Et puis vient la deuxième heure du film où nous commençons à découvrir l'éthique du personnage principal. Doucement, nous sentons l'omniprésence de la guerre, non pas que nous la voyons directement ou qu'elle fasse ressentir son terrible danger, mais elle est là, elle attend notre héros qui ne veut pas d'elle. Jusque-là, tout va bien, la scène où des soldats nazis demandent au personnage de cotiser pour l'effort de guerre est même particulièrement réussie à cet égard. Les soldats, silencieux mais menaçants annoncent un futur que nous ne connaissons que trop bien.

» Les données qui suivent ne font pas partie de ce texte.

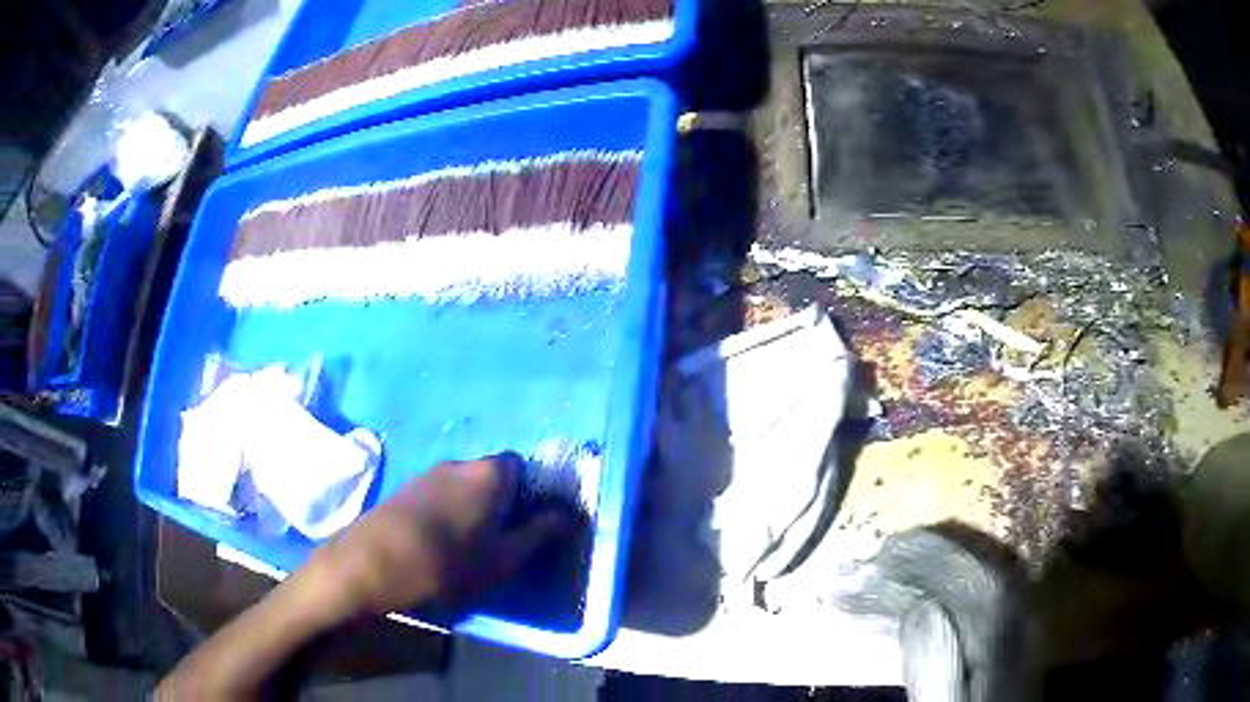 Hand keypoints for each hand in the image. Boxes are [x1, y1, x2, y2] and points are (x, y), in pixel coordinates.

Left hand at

En effet, si nous devinons aisément par avance le devenir du personnage et que cela n'est pas dommageable en soi, c'est certainement son traitement qui pèche par manque d'originalité. Les questionnements moraux arrivent à grands pas, nous le sentons, il va falloir juger cet homme qui refuse de prêter serment à Hitler quand bien même "ce ne sont que des mots". Ce questionnement est central dans le film et il me semble que celui-ci prend évidemment parti du héros (sinon il n'en serait pas un). Pourtant, dieu merci, des personnages secondaires viennent remettre en cause cet entêtement. Je dis bien entêtement car Malick ne m'a convaincu aucunement concernant l'éthique de ce personnage ayant pourtant bien existé, et c'est très dommage, car avec cela l'empathie s'en va et la deuxième partie du film devient de fait un peu lourde à supporter. En fait, le personnage est une sorte de Christ allant au bout de ses convictions et cela peu importe les conséquences pour ses proches alors même qu'il a une porte de sortie qui lui est accessible, c'est très frustrant. Il en va de même pour les quelques hésitations morales de certains personnages, notamment des soldats nazis, Une vie cachée n'apporte ici pas grand chose de nouveau à un questionnement moral déjà traité de très nombreuses fois.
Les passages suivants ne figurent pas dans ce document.